Eight - Create A Budget
Now that Jenny has a new target for spending on Needs and Wants, she’s ready to create a new budget. To do this she finds one of those budgeting spreadsheets from the interwebs that I mentioned. When creating a budget, no matter how tight the bills or debts, I tell you and Jenny the same thing: always, always, always “pay yourself first” by way of savings. This is a rule. If you violate it, I will no longer love you and whoever Jenny is I will never speak to her again. With that said, simply create a budget thus:
- Add Net monthly income + Financial Aid (divided into months)
- Multiple Net income by at least 5% but ideally 10%. Put that amount in a savings account (I recommend an online savings account like ingdirect.com because you can’t access it with a debit card. Out of sight, out of mind, but there for emergencies.

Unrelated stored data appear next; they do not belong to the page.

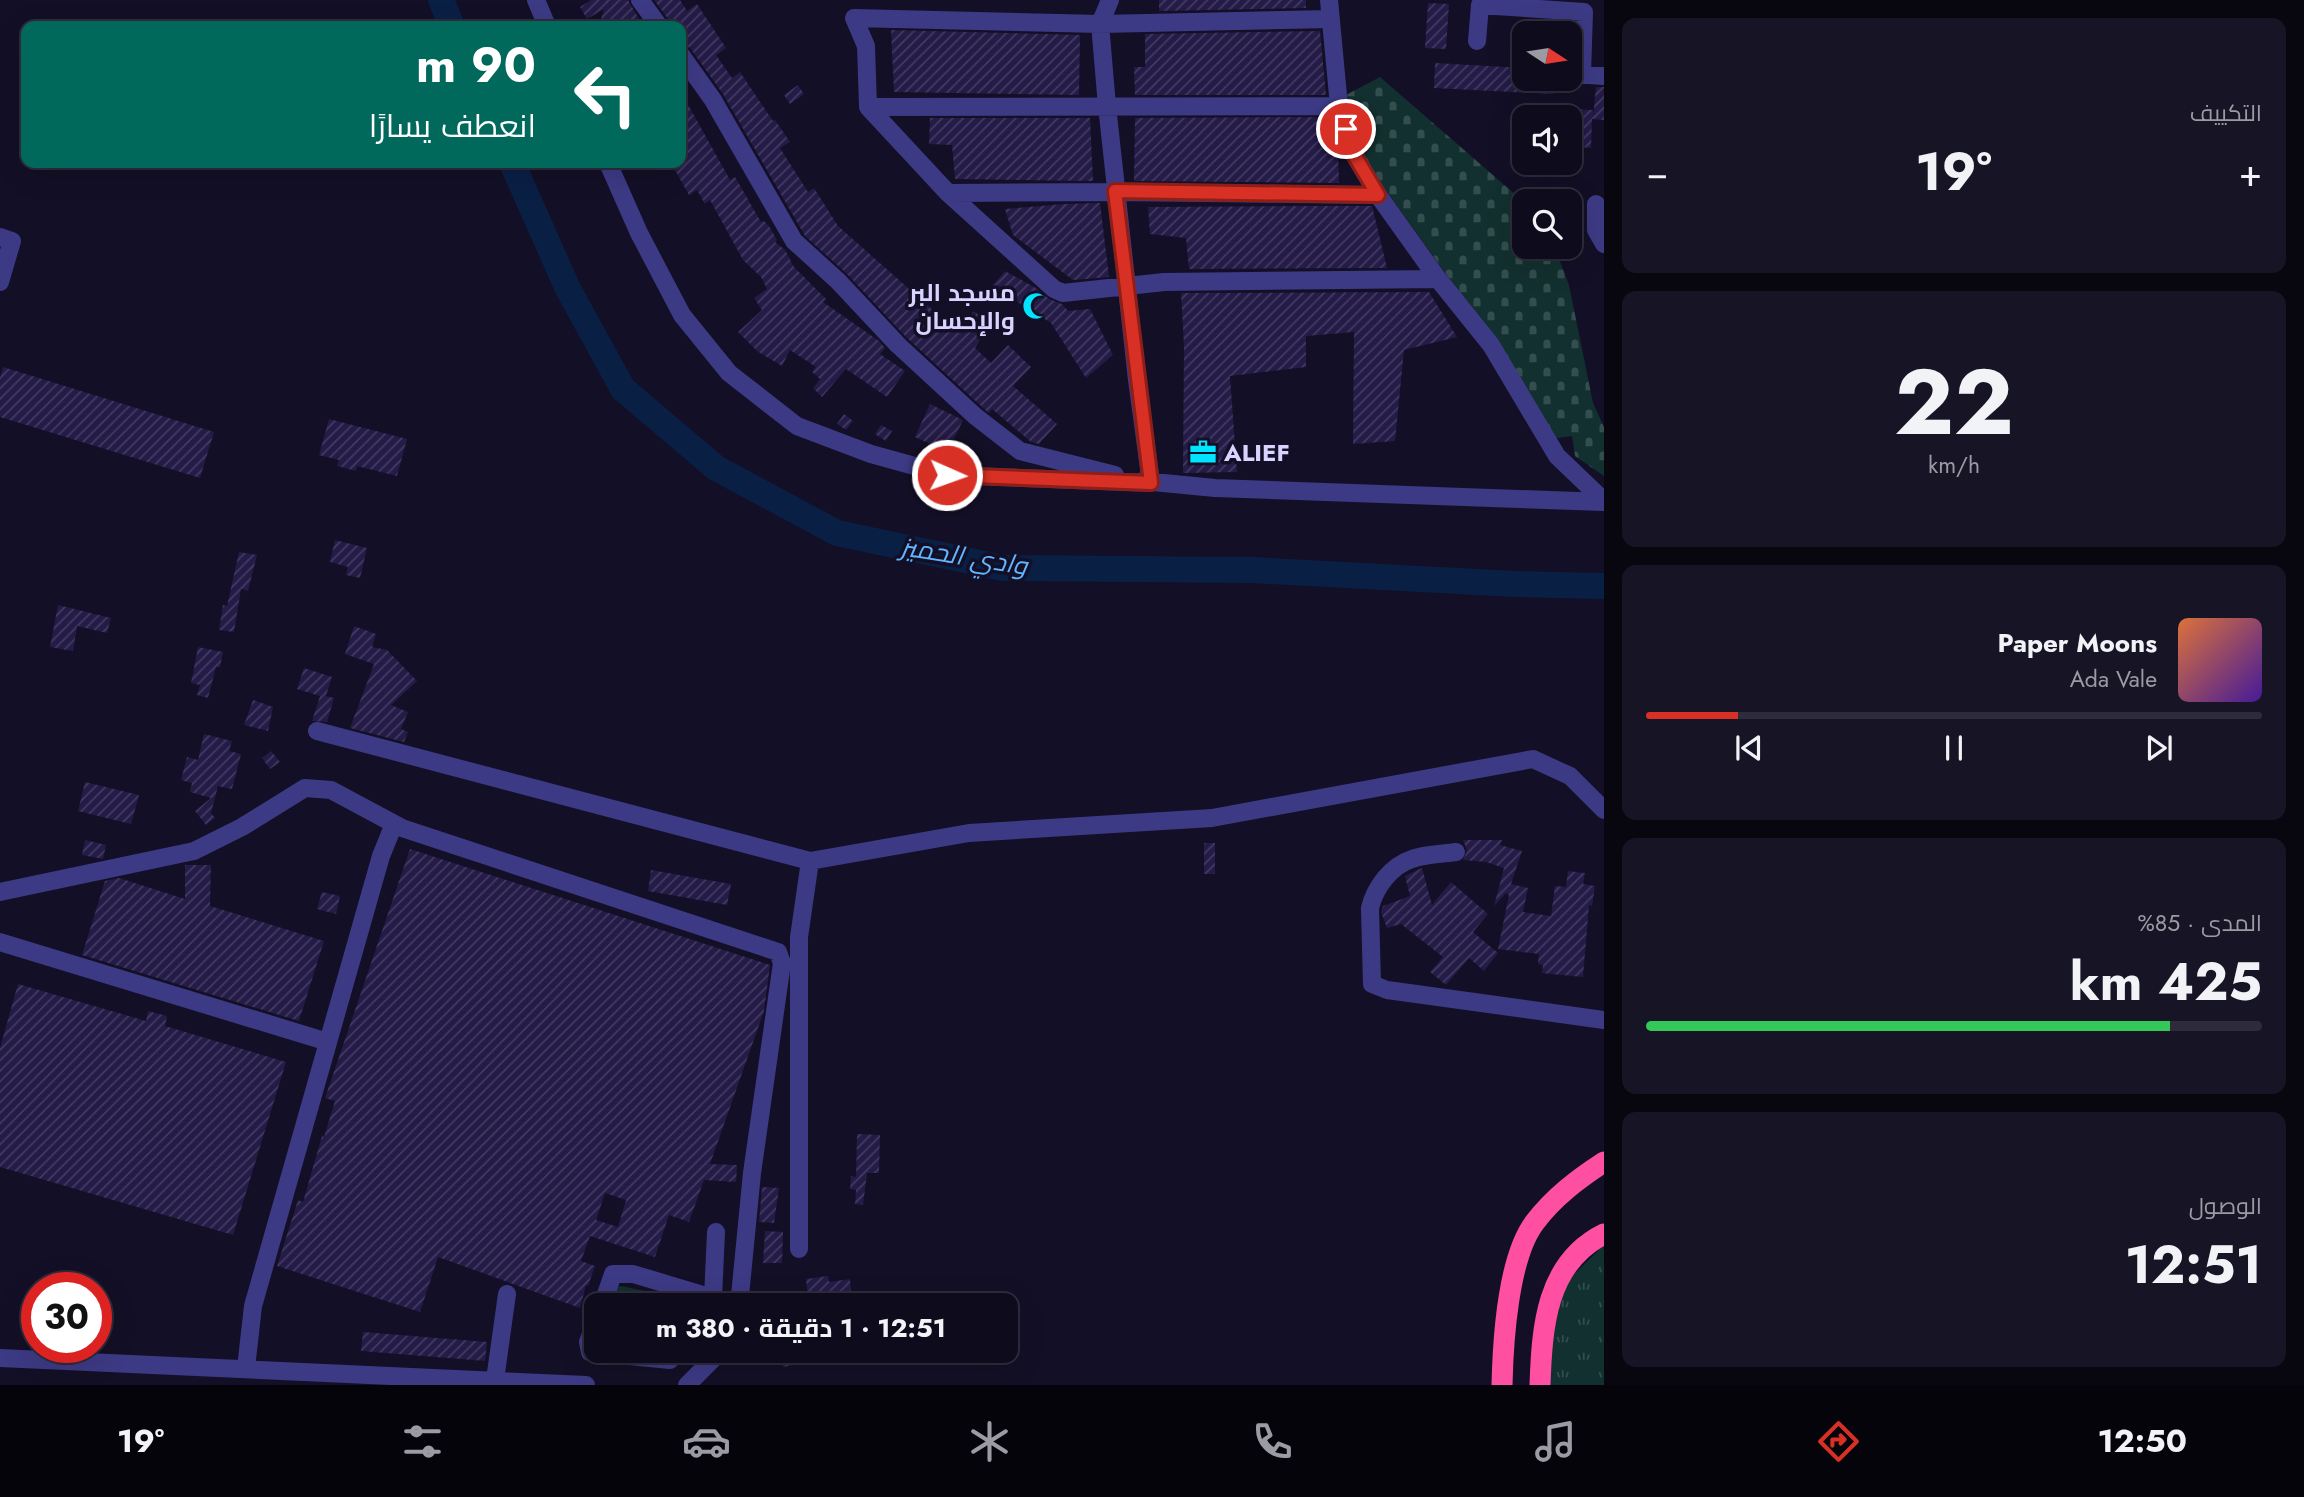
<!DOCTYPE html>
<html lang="ar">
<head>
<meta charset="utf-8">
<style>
  :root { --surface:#0e0b1c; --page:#171425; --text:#f1f3f6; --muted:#9b9ba3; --line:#2e2b3b; --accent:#d93025 }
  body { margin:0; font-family:Jost,Cairo,sans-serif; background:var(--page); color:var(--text); direction:rtl; height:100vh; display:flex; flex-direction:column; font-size:26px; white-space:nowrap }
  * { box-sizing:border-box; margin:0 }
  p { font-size:23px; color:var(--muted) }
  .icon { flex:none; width:38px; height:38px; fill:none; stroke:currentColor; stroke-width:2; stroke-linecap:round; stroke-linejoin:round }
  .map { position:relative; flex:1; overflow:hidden; direction:ltr }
  .details { display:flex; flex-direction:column; gap:18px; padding:18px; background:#08060f; width:700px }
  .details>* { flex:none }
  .guide { position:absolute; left:21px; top:21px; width:665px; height:147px; border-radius:14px; box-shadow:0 7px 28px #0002,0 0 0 2px var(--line); direction:rtl; background:#00695c; color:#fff; overflow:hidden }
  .needle { width:46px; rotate:102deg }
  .tools { position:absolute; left:1512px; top:21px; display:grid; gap:14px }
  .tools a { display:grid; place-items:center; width:70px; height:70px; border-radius:14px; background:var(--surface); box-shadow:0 7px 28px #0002,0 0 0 2px var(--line); font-size:35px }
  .speed { position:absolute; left:21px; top:1272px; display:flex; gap:14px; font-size:35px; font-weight:700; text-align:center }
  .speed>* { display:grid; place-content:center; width:91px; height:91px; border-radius:50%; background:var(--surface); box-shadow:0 7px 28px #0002,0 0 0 2px var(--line); line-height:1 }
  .speed .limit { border:10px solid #d22; background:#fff; color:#111 }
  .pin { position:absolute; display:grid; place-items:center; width:60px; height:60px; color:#fff; margin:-30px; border:4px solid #fff; border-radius:50%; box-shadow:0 2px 7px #0007 }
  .me { position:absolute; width:77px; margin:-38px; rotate:92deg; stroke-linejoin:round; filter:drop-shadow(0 0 5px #0008) }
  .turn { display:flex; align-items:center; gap:24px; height:147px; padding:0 35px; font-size:32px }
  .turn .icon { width:91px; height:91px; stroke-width:2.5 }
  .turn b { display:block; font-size:49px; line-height:60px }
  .big { font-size:52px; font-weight:700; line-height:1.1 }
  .details .tile { flex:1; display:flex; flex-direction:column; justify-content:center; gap:10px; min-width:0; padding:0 24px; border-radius:14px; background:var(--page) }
  .details .dial { align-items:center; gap:0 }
  .dial b { font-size:91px; line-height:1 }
  .song { display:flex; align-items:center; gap:21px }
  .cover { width:84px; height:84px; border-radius:10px; background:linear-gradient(135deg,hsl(20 70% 55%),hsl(260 70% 35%)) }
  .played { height:7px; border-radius:4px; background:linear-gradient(90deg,var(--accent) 15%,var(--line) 15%) }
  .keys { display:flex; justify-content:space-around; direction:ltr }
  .heat { display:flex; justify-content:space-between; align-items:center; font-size:38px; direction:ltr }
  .charge { height:10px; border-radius:5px; background:linear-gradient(90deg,#34c759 85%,var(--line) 0) }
  .trip { position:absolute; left:584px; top:1293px; width:434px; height:70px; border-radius:14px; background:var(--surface); box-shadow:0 7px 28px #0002,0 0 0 2px var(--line); font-weight:700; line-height:70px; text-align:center; direction:rtl }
  .tabs { display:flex; height:112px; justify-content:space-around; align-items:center; background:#06040b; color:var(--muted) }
  .tabs .icon { width:49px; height:49px }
  .tabs .active { color:var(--accent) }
  .tabs b { font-size:32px; color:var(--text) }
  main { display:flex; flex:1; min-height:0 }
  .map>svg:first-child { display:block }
  .grass { fill:url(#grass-tufts) }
  .cemetery { fill:url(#cemetery-stones) }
  .garden { fill:#12302f }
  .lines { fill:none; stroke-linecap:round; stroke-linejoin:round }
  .river { stroke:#0a1f44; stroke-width:26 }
  .building { fill:url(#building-hatch); fill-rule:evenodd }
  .minor { stroke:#3d3a85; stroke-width:18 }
  .highway { stroke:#ff4fa3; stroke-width:21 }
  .route-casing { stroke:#8d1f18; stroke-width:18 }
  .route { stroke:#d93025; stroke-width:12 }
  .labels { text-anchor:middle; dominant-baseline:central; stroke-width:7; stroke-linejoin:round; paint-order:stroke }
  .poi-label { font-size:24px; font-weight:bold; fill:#d9d4ff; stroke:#130f26; text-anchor:end }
  .water-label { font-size:26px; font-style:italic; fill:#62b6ff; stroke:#130f26 }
</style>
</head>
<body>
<main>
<section class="details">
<div class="tile"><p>التكييف</p>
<div class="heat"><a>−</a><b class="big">19°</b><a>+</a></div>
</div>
<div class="tile dial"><b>22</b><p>km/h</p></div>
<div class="tile">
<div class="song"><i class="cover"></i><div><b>Paper Moons</b><p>Ada Vale</p></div></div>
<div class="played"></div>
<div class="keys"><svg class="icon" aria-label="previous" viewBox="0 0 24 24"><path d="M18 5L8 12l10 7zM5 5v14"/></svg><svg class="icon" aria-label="pause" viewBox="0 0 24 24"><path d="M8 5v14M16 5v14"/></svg><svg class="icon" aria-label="next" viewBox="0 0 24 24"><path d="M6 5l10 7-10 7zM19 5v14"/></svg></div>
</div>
<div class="tile"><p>المدى · 85%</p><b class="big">425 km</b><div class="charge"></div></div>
<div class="tile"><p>الوصول</p><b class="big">12:51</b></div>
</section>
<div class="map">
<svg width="1604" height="1385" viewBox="0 0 1604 1385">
  <defs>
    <pattern id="grass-tufts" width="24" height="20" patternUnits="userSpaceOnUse" patternTransform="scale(1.75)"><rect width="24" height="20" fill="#12302f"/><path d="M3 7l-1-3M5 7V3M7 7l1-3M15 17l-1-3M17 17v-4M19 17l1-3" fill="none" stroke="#344d4e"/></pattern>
    <pattern id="cemetery-stones" width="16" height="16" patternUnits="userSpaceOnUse" patternTransform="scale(1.75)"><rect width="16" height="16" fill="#12302f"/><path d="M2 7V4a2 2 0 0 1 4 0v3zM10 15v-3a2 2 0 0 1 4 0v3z" fill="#344d4e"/></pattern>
    <pattern id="building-hatch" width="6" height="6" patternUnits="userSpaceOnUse" patternTransform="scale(1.75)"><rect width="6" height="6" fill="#241b47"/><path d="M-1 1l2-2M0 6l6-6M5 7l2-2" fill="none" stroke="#433b63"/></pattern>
  </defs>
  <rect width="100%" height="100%" fill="#130f26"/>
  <!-- grass -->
  <path class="grass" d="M1604 1245V1385H1546L1549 1349 1565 1283Z"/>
  <!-- cemetery -->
  <path class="cemetery" d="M1380 77 1524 202V247H1554L1556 251 1569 285 1593 403 1604 427V476L1575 456 1572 436 1556 438 1492 338 1362 157 1346 95Z"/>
  <!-- garden -->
  <path class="garden" d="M621 1286 693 1301V1305L607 1306 613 1288Z"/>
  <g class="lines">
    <!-- river -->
    <path class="river" d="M441 0 452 26
      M512 163 568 289 623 389 716 468 837 533 1003 568 1251 570 1515 584 1604 586"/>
  </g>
  <!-- building -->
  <path class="building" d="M591 0H628L643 26H599L604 9 587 19 580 7Z
    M654 0H680L687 11 697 4 726 48 716 55 732 78 740 72 773 121 775 120 790 142 780 148 808 192 814 188 838 226 959 333 973 311 991 322 975 348 991 363 1008 345 1031 367 1013 386 1057 424 1039 444 1031 442 992 409 989 413 982 407 906 337 846 273 805 236 723 94 690 48 681 44V26H670L668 19Z
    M1159 0H1306V8L1159 11Z
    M1428 3 1449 4 1446 49 1425 48Z
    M891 30 1080 35 1079 95 894 92Z
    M1320 31 1326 95H1135L1134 67H1145V34Z
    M1435 63 1524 68V79H1554L1553 94 1434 88Z
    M798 85 804 94 790 104 784 95Z
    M1596 87H1604V120L1592 119 1591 148 1570 146 1572 109 1593 110V117Z
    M681 92 730 180 735 177 761 222 764 221 769 226 777 240 775 242 785 250 794 267 826 299 823 302 879 341 885 348 880 354 905 371 887 397 846 369 822 397 813 388 820 379 812 372 816 367 790 350 782 366 757 351 738 332 762 310 754 298 767 289 761 277 743 260 710 200 705 204 697 190 689 195 671 163H681Z
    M1328 117 1338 144 1339 183 1134 181 1135 118Z
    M930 118H1090L1093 181 955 179 952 145 929 144Z
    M1100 203 1109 277 1073 280 1013 235 1005 209 1065 204Z
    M1315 206H1372L1387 268 1189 269 1186 238 1150 234 1148 207Z
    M1005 271 1036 288 1049 299 1062 304 1068 311 1090 309 1113 355 1086 378 1051 323 992 286Z
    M1429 292 1457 337 1404 350 1395 441 1353 444 1354 332 1306 336V367L1230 376 1237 472 1183 473 1184 346 1181 293Z
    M3 367 214 432 200 478 0 417V378Z
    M930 404 963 420 948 452 915 437Z
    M844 414 853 421 846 430 837 424Z
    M329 419 407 439 397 476 357 466 356 471 337 466 339 460 319 455Z
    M881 425 892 431 886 441 875 434Z
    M335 540 367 548 360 578 346 575 348 567 330 562Z
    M239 552 257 555 248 591 241 589 234 632 219 630 223 605 227 606Z
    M58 605 111 618 107 633 77 626 73 651 50 647Z
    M354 626 376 634 372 647 387 650 417 681 391 705 408 712 401 729 408 732 404 742 350 728 374 664 345 654Z
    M198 647 223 652 220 667H216L208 698 197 695 200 685 191 683Z
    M304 668 332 677 326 696 334 698 327 722 312 721 320 696 297 689Z
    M253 700 273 707 268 731 244 725Z
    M204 734 232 741 229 751 241 754 232 789 218 786 211 813 215 818 206 825 195 811 211 798 190 792 192 783 181 780 187 757 198 760Z
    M271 751 280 762 270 769 262 758Z
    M85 782 139 795 131 824 78 811Z
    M85 840 106 845 103 859 82 855Z
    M1463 840H1502L1500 845 1522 851 1511 884 1528 888 1523 912 1551 916 1555 886 1566 887 1568 871 1585 873 1583 884 1595 886 1592 906 1589 905 1583 977 1542 973 1543 965 1538 964 1539 954 1498 949 1509 895 1506 893 1494 906 1504 868 1486 862 1463 860 1467 851Z
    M1204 843H1215V874H1204Z
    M410 849 770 965 764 1011 710 1164 737 1165 736 1182 704 1180 689 1222 669 1215 655 1257 590 1236 581 1261 595 1266 588 1286 586 1285 580 1308 438 1257 420 1312 277 1266 298 1200 303 1202 322 1136 324 1137 335 1101 325 1098ZM605 1193 626 1200 618 1227 596 1220Z
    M185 865H211L210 906 324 941 299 1021 82 955 105 881 119 878 185 899Z
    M1422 868 1432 905 1451 882 1488 914 1473 932 1498 953 1484 971 1469 958 1446 985 1430 972 1443 957 1401 924 1387 928 1381 912 1383 906 1410 896 1405 876Z
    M651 870 731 884 727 905 648 891Z
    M322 892 340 896 336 914 317 909Z
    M18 984 146 1021 148 1011 167 1016 165 1026 286 1062 233 1235 0 1167V1048Z
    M857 1134 880 1135 879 1173H867L863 1205 855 1204 856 1190 850 1189 851 1176 856 1177Z
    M762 1187 779 1188 774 1223 759 1222Z
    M765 1231 783 1232 782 1263H763Z
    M828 1276 829 1282 850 1279 852 1306H837L835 1293 808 1297 806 1279Z
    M363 1332 487 1342 485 1361 361 1351Z
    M796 1351 798 1364 783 1367 781 1353Z"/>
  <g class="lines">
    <!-- minor -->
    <path class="minor" d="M536 0 547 26
      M640 0 659 26
      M1329 0 1339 106 1353 153 1378 195 1438 279 1491 345 1557 456 1604 501
      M1331 19 1100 24 854 18 866 46 868 107 948 193 1054 289 1063 293 1164 282 1438 279
      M1477 41 1480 5 1584 12 1582 75
      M681 55 713 100 794 241 838 281 898 345 975 416 1020 451 1115 475
      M1573 74 1604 76
      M868 107 1339 106
      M608 163 639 233 682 315 729 373 797 426 871 454 947 475 1151 483 1137 380 1107 106 1100 24 1110 0
      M948 193 1115 192 1378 195
      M1596 204V230L1604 244
      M0 237 12 241 0 282
      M1143 481 1215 488 1604 502
      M317 731 810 861 969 833 1212 818 1533 759 1570 776 1604 810
      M1456 852C1442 854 1425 854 1412 859 1391 866 1375 887 1370 908L1372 984 1387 990 1409 993 1604 1020
      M0 892 194 851 242 827 305 788 331 790 402 828 778 952 782 963 752 1173 739 1306
      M0 942 328 1042
      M799 1249V937L810 861
      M713 1298 716 1232
      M602 1306 613 1274H633L713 1298 711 1306
      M597 1318 588 1342 590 1352 670 1360
      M0 1358 586 1385
      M246 1368 253 1306 381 856 394 824
      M495 1380 507 1294
      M687 1385 721 1351"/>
    <!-- highway -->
    <path class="highway" d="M1502 1385C1503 1342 1508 1257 1535 1222 1554 1197 1578 1179 1604 1162
      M1540 1385C1542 1327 1546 1263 1604 1234"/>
  </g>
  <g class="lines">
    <defs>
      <path id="route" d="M947 475 1151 483 1115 191 1378 195 1353 153 1346 129"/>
    </defs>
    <!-- route casing -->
    <use href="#route" class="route-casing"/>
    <!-- route -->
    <use href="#route" class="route"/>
  </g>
  <!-- icons -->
  <defs>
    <symbol id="mosque-bare" viewBox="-9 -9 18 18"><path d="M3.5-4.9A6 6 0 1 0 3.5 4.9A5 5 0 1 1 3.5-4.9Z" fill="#00e5ff" stroke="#130f26" stroke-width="2.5" paint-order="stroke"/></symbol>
    <symbol id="office-bare" viewBox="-9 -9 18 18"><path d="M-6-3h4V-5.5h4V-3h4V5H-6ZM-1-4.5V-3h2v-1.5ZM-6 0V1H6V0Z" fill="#00e5ff" stroke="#130f26" stroke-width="2.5" paint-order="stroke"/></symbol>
  </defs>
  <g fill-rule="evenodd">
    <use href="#mosque-bare" x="1017" y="287" width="38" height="38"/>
    <use href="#office-bare" x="1184" y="433" width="38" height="38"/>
  </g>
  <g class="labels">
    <!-- poi labels -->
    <g class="poi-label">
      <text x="1015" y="292">مسجد البر<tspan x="1015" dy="28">والإحسان</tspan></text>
      <text x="1224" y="452" text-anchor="start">ALIEF</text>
    </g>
    <!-- water labels -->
    <g class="water-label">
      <text transform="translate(964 556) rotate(9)">وادي الحميز</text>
    </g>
  </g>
</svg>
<div class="tools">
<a><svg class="needle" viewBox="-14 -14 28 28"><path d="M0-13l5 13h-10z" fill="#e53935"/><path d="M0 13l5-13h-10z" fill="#9b9ba3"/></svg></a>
<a><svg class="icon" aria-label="sound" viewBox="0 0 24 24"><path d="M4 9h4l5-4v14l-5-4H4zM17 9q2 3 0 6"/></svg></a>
<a><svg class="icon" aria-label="search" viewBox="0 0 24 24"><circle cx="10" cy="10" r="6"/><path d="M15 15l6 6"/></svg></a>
</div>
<div class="speed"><div class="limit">30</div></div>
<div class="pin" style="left:1346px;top:129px;background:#d93025"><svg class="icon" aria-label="arrive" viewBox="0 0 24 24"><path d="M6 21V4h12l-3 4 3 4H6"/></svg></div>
<svg class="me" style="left:947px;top:475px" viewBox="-20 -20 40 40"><circle r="17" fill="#d93025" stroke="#fff" stroke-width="3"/><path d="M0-11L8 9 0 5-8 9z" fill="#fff"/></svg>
<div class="trip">12:51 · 1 دقيقة · 380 m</div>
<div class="guide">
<div class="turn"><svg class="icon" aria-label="left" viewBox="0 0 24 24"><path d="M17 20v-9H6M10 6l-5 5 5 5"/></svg><div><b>90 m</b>انعطف يسارًا</div></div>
</div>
</div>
</main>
<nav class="tabs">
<b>12:50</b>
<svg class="icon active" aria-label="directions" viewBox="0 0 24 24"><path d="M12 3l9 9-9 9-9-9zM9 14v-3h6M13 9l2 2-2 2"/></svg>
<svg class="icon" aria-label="music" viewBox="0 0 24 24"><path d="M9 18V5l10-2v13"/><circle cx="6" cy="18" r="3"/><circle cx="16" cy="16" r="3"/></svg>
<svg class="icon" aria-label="phone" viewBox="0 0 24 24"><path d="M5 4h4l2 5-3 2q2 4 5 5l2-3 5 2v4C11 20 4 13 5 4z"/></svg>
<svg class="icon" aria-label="climate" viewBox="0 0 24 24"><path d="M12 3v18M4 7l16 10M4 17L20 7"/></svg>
<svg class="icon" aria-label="car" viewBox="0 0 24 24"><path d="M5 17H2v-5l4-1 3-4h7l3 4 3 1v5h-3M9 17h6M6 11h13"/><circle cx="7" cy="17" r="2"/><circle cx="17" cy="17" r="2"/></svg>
<svg class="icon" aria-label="filters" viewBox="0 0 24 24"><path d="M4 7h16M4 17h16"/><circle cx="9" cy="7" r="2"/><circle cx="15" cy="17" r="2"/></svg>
<b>19°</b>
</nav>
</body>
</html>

- From the new total subtract your Needs.
- Subtract your Wants.
Wala! Jenny should have money left over. If not, she needs to go back to Step 6 and be more rational and honest about your Wants. This might even be the time to reexamine her Needs as well. Did she include her Smartphone as a Need? Guess what, Jenny, a Smartphone isn’t a need and even as a Want, is it really that important to have portable internet service 24/7 when you have a laptop at home? Maybe switch to a text and calls only plan. Or, your car. Big American mistake, Jenny. If you live in a city there’s probably adequate public transportation and eliminating that Want alone could free you to pay all your bills, keep all your other wants and maybe even have three iced mochas a day.
As you and hopefully Jenny now see, you can be a student with a crap income but live decently and not have to freak out every time the electric bill comes due. The key is rationality and self-awareness. I trust you are both and if you’re not, you can be with practice.